The objective of this research is to evaluate the biogeochemical changes induced by cap placement and to examine how these changes will affect mercury methylation. In situ capping physically sequesters contaminated sediments from overlying water, reducing or eliminating the flux of organic matter and nutrients to the underlying sediment and driving the entire sediment layer anaerobic. In order to assess the effectiveness of containment capping strategies, the consequent effects on the complex processes controlling mercury methylation must be evaluated.
The research needs identified above will be studied in an integrated research program, the overall goal of which is to evaluate the utility of sediment caps to eliminate the release of methylmercury to surficial sediments and the overlying water.
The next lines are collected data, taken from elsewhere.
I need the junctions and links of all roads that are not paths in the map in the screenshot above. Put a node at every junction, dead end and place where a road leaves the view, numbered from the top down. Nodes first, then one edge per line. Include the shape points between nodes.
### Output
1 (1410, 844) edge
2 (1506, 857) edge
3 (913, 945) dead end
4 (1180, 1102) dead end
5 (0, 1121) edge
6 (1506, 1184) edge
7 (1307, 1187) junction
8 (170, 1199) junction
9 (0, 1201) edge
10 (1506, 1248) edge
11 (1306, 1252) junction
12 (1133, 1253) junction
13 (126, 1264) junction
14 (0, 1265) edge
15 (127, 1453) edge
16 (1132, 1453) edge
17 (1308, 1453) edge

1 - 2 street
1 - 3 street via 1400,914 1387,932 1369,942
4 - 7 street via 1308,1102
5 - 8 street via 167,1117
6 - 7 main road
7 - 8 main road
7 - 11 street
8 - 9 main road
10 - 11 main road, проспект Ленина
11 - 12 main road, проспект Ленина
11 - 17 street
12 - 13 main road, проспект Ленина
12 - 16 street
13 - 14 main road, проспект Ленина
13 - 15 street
Laboratory tests will be used to complement mathematical modeling of geochemical processes in order to understand the changes induced by cap placement. Microelectrodes will be used with microprofiling equipment to monitor concentrations of important nutrients and redox conditions in laboratory microcosms. Sulfide has recently been shown to control the bioavailability of mercury and an emphasis will be placed on understanding the mercury-sulfide system. An existing mathematical model which simulates sediment geochemistry will be refined and calibrated using data from laboratory work and extended to include mercury methylation processes.
It is widely accepted that sulfate reducing bacteria are responsible for the bulk of mercury methylation in aquatic sediments. Consequently, it is expected that cap-induced changes to the extent and location of sulfate reduction will be directly related to changes in mercury methylation. The results of this research will provide practical information about the effects of capping on methylation processes which can be used to guide remediation efforts.